● **Goal of the exercise**
Examine the entries below, count the lines holding the string "Right", and respond with the number only.

(Beginning of Information)

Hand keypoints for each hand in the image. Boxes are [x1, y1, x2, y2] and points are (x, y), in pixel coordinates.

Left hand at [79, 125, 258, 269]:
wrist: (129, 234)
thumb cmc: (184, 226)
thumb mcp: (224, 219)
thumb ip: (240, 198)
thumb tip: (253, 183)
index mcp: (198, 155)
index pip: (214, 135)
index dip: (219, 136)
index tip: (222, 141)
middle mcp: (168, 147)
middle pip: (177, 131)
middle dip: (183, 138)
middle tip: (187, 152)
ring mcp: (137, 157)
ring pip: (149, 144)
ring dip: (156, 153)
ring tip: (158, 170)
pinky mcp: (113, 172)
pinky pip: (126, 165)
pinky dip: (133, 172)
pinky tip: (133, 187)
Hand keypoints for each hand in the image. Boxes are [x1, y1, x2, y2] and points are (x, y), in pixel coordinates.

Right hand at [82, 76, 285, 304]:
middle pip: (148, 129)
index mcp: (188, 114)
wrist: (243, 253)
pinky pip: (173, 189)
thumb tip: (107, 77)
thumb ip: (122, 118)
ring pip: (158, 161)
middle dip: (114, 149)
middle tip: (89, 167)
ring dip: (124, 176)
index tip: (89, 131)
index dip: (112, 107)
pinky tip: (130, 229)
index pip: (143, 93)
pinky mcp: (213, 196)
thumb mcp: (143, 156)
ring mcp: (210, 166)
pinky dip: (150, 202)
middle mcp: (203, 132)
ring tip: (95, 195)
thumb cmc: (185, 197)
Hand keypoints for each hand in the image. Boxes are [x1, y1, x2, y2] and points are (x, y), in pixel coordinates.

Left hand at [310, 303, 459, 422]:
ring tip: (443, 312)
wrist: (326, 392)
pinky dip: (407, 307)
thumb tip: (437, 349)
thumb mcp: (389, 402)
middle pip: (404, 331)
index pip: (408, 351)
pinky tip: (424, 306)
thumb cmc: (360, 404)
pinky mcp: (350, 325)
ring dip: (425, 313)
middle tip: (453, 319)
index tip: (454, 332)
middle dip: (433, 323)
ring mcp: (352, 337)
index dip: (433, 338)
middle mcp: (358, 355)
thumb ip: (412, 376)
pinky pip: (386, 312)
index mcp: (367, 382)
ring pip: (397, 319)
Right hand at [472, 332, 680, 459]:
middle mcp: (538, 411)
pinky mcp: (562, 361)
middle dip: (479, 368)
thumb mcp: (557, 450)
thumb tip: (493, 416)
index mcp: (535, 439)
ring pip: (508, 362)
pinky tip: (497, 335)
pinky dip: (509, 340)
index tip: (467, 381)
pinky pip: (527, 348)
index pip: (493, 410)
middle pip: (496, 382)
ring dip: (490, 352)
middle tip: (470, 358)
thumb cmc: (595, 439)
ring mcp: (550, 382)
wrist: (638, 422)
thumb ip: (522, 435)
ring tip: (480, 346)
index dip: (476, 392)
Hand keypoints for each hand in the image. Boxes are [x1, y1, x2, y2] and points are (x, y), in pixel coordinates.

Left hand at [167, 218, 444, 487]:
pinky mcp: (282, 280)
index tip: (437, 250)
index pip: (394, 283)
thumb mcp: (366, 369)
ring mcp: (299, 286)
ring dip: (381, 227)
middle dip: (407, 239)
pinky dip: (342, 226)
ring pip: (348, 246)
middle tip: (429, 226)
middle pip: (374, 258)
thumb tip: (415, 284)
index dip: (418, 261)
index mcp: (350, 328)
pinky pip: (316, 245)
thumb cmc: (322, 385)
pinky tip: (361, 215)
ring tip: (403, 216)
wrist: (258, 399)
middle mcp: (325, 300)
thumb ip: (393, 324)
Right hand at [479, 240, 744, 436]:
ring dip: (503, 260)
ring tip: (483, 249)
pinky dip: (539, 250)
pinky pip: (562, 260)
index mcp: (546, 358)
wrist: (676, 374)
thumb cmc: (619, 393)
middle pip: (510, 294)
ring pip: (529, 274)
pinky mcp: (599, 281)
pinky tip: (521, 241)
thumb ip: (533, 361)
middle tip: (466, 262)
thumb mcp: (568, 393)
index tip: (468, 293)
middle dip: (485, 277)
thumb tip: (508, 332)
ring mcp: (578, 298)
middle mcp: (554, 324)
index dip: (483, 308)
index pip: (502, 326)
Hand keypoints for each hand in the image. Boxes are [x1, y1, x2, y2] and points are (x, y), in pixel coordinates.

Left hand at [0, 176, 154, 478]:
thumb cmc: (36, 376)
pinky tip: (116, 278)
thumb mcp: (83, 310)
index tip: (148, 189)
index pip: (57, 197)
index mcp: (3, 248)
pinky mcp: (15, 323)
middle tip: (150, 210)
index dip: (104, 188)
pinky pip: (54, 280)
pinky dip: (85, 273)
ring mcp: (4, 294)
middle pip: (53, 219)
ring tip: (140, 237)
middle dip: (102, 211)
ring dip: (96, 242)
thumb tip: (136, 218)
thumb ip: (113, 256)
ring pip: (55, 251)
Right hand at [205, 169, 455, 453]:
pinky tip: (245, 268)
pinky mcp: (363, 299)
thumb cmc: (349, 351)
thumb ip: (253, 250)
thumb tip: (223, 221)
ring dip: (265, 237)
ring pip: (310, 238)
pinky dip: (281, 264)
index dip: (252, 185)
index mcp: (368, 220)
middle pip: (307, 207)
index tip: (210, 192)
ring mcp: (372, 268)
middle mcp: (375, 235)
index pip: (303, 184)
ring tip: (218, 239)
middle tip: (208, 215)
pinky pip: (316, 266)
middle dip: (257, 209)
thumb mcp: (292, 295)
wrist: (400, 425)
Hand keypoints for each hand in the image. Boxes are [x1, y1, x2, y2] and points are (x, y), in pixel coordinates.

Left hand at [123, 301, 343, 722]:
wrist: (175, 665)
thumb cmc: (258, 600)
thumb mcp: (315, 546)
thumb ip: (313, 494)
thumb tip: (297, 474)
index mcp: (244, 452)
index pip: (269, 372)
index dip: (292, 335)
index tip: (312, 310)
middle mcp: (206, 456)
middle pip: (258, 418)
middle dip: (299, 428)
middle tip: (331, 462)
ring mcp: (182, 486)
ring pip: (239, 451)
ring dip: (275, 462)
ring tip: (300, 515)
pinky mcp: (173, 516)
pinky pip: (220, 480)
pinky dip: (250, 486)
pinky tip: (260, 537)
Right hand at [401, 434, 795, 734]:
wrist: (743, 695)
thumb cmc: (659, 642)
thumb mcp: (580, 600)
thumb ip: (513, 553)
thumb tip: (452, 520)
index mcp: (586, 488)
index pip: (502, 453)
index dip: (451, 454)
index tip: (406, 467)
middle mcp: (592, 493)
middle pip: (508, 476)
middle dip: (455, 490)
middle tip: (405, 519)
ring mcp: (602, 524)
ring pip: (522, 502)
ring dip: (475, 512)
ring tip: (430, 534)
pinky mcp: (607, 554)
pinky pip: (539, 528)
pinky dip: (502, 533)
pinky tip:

(End of Information)

● **Solution below**
5